Okay, I think I’ve reached it. I’ve finally had my fill of the Winter Olympics.
I haven’t been sitting in front of the TV EVERY evening for these two weeks. We had theater tickets last night, for example, and I’ve also been around to help with homework (pretty bad form to blow the kids off so I can watch ice dancing) and gave a speech in Ann Arbor last Saturday. But other than that, with the TIVO in hand, I’ve been glued to the set. Why?
It helps that the Olympics are in Canada, undoubtedly my favorite country I don’t live in. Seeing all those maple leafs everywhere warms my heart, and I’ll cheer for a Canadian in just about every winter sport except short track speed skating.
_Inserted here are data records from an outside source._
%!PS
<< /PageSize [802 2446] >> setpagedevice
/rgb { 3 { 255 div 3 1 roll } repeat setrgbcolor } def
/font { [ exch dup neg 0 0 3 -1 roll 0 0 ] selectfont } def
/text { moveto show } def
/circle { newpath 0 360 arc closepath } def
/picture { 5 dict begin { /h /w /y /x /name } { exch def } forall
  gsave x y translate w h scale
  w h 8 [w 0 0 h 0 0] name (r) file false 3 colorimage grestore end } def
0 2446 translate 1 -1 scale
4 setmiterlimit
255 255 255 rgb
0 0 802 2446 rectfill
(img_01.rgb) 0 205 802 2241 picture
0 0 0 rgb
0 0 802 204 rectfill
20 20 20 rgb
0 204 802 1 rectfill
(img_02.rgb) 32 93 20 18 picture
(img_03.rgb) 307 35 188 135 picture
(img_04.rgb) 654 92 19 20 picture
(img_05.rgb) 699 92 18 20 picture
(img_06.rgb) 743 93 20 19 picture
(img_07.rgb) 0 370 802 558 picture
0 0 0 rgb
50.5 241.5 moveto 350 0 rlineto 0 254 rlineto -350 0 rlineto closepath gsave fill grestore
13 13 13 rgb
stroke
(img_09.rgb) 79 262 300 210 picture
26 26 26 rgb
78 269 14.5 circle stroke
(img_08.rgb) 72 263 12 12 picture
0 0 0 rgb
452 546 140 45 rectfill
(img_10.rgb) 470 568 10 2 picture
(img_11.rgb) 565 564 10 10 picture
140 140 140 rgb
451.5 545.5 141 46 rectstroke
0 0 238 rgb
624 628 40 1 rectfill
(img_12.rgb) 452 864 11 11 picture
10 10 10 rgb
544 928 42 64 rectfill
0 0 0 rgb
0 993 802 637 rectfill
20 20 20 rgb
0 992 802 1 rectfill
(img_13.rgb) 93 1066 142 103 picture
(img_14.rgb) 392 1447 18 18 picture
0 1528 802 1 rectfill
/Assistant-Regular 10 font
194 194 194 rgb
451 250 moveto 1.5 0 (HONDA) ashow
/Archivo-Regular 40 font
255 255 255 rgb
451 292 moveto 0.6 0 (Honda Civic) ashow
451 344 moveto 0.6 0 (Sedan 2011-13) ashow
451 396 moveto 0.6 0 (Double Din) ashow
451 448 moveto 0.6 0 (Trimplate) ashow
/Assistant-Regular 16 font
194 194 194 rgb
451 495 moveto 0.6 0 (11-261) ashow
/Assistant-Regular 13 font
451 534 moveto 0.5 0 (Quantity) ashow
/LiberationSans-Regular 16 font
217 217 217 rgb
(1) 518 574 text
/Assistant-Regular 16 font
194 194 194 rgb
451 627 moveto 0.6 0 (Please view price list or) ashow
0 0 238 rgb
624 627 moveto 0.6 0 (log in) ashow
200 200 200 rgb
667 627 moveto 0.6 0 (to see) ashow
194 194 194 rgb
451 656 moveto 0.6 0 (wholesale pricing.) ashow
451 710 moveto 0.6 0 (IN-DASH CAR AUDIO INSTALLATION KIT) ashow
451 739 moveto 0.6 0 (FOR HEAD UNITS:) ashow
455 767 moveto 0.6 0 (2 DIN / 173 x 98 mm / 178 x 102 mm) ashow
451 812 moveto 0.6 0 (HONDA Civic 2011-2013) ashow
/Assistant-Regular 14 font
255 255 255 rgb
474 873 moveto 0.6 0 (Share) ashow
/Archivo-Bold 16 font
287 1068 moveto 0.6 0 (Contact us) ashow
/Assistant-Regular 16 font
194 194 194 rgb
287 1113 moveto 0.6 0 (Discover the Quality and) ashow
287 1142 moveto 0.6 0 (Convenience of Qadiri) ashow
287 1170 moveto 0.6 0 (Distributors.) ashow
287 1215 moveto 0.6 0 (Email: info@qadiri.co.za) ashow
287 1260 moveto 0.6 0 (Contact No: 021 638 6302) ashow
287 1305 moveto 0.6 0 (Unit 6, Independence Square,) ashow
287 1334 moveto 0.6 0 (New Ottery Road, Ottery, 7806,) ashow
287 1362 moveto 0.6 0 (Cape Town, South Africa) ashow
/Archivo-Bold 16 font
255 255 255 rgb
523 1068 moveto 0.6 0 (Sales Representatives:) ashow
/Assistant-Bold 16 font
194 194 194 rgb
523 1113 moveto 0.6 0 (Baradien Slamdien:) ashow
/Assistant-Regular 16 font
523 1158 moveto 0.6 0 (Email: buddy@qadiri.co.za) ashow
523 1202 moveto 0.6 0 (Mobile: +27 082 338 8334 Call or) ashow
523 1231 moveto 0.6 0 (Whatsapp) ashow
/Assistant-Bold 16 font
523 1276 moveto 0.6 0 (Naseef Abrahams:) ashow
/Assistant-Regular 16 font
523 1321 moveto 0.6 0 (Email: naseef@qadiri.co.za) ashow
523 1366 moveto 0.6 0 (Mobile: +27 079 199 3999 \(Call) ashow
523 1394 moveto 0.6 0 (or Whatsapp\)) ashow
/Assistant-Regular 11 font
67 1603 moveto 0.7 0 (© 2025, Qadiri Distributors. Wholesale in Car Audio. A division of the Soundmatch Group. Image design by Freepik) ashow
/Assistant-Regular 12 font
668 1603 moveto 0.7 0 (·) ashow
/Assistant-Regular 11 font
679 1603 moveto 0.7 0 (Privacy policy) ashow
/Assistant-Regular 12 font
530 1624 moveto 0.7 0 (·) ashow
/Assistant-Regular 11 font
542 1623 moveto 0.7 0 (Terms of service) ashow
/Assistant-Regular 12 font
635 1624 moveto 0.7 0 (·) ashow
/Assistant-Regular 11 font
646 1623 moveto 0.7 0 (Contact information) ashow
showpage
I feel bad that the national movement to “Own The Podium” has resulted in Canada landing in fourth in the medal total, but really, that whole quest for domination seems so American that it’s a good thing it imploded. (Maybe American covert agents were behind it all along.)
Also, I don’t know why this is, but I think everyone who is out competing in winter sports at any level just generally LOOKS good. Maybe it’s the lack of sweat, plus the lycra body suits that cover up the overstrained muscles enough so the athletes don’t look like lab experiments.
Hockey isn’t my sport, but I learned more watching the US-Canada and Canada-Russia games than I have in all my life. The speed, the set-ups, the passing, the lack of cheap hits and fighting–all were beautiful things to behold. While this won’t turn me into a rabid rink rat, it will at least make hockey fans more intelligible, if not tolerable. And the pictures of the Canadian Women’s Team drinking beer and smoking cigars after winning the gold medal are the coolest pics I’ve seen in a long time. Olympic officials can go lick a flagpole if they don’t like them.
Bobsled? I still don’t get bobsled. The vehicles they were pushing down the track looked like NHRA funny cars or something. The pusher in the back doesn’t even get to watch where the rig is going. Where’s the satisfaction in that? Luge and skeleton were a little more entertaining, but here are two ideas for consideration:
Just attach runners to an athlete’s jumpsuit and let er go. Talk about a need for control.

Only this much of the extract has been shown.